- **Assigned task**: Please retype all of the entries that follow, leaving the images out.
:: Exercise data
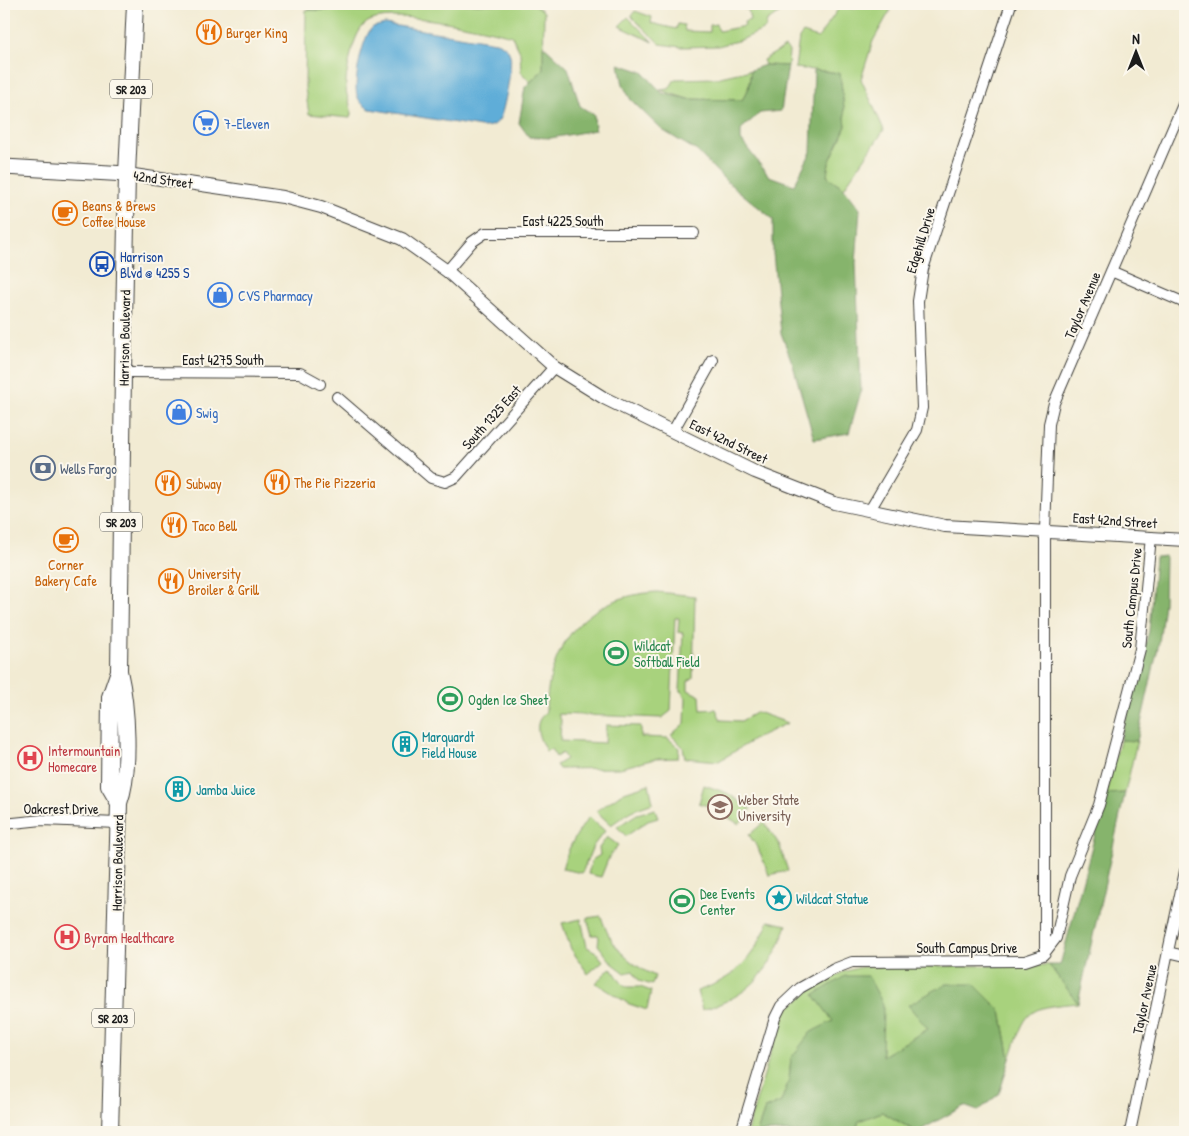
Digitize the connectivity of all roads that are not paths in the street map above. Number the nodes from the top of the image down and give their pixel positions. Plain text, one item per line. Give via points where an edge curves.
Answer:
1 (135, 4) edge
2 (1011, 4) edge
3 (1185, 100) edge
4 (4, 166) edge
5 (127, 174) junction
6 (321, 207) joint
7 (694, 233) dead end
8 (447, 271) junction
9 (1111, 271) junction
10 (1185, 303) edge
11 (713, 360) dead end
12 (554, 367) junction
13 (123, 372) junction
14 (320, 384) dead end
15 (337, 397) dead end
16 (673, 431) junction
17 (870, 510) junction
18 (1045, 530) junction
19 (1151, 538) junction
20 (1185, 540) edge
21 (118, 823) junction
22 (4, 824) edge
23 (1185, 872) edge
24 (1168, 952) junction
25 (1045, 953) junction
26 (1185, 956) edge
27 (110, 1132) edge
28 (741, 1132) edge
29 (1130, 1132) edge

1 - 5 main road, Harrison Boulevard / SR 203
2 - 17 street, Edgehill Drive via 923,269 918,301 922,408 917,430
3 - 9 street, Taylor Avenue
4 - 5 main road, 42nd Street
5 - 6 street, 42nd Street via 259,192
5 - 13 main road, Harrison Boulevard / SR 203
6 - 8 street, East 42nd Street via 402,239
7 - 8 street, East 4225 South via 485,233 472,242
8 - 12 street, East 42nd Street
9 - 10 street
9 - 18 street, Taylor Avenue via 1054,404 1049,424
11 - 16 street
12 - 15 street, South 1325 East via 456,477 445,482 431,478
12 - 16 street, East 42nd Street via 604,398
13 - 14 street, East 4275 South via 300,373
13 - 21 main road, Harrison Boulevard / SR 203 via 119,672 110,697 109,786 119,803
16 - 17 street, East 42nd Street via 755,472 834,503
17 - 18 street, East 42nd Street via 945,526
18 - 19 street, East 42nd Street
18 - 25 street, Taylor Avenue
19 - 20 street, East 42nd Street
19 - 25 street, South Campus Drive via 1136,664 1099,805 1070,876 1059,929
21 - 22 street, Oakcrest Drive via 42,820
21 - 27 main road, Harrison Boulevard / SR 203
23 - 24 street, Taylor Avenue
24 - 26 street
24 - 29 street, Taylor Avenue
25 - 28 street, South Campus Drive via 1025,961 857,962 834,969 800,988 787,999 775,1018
::::
- **Response**:
Digitize the connectivity of all roads that are not paths in the street map above. Number the nodes from the top of the image down and give their pixel positions. Plain text, one item per line. Give via points where an edge curves.
Answer:
1 (135, 4) edge
2 (1011, 4) edge
3 (1185, 100) edge
4 (4, 166) edge
5 (127, 174) junction
6 (321, 207) joint
7 (694, 233) dead end
8 (447, 271) junction
9 (1111, 271) junction
10 (1185, 303) edge
11 (713, 360) dead end
12 (554, 367) junction
13 (123, 372) junction
14 (320, 384) dead end
15 (337, 397) dead end
16 (673, 431) junction
17 (870, 510) junction
18 (1045, 530) junction
19 (1151, 538) junction
20 (1185, 540) edge
21 (118, 823) junction
22 (4, 824) edge
23 (1185, 872) edge
24 (1168, 952) junction
25 (1045, 953) junction
26 (1185, 956) edge
27 (110, 1132) edge
28 (741, 1132) edge
29 (1130, 1132) edge

1 - 5 main road, Harrison Boulevard / SR 203
2 - 17 street, Edgehill Drive via 923,269 918,301 922,408 917,430
3 - 9 street, Taylor Avenue
4 - 5 main road, 42nd Street
5 - 6 street, 42nd Street via 259,192
5 - 13 main road, Harrison Boulevard / SR 203
6 - 8 street, East 42nd Street via 402,239
7 - 8 street, East 4225 South via 485,233 472,242
8 - 12 street, East 42nd Street
9 - 10 street
9 - 18 street, Taylor Avenue via 1054,404 1049,424
11 - 16 street
12 - 15 street, South 1325 East via 456,477 445,482 431,478
12 - 16 street, East 42nd Street via 604,398
13 - 14 street, East 4275 South via 300,373
13 - 21 main road, Harrison Boulevard / SR 203 via 119,672 110,697 109,786 119,803
16 - 17 street, East 42nd Street via 755,472 834,503
17 - 18 street, East 42nd Street via 945,526
18 - 19 street, East 42nd Street
18 - 25 street, Taylor Avenue
19 - 20 street, East 42nd Street
19 - 25 street, South Campus Drive via 1136,664 1099,805 1070,876 1059,929
21 - 22 street, Oakcrest Drive via 42,820
21 - 27 main road, Harrison Boulevard / SR 203
23 - 24 street, Taylor Avenue
24 - 26 street
24 - 29 street, Taylor Avenue
25 - 28 street, South Campus Drive via 1025,961 857,962 834,969 800,988 787,999 775,1018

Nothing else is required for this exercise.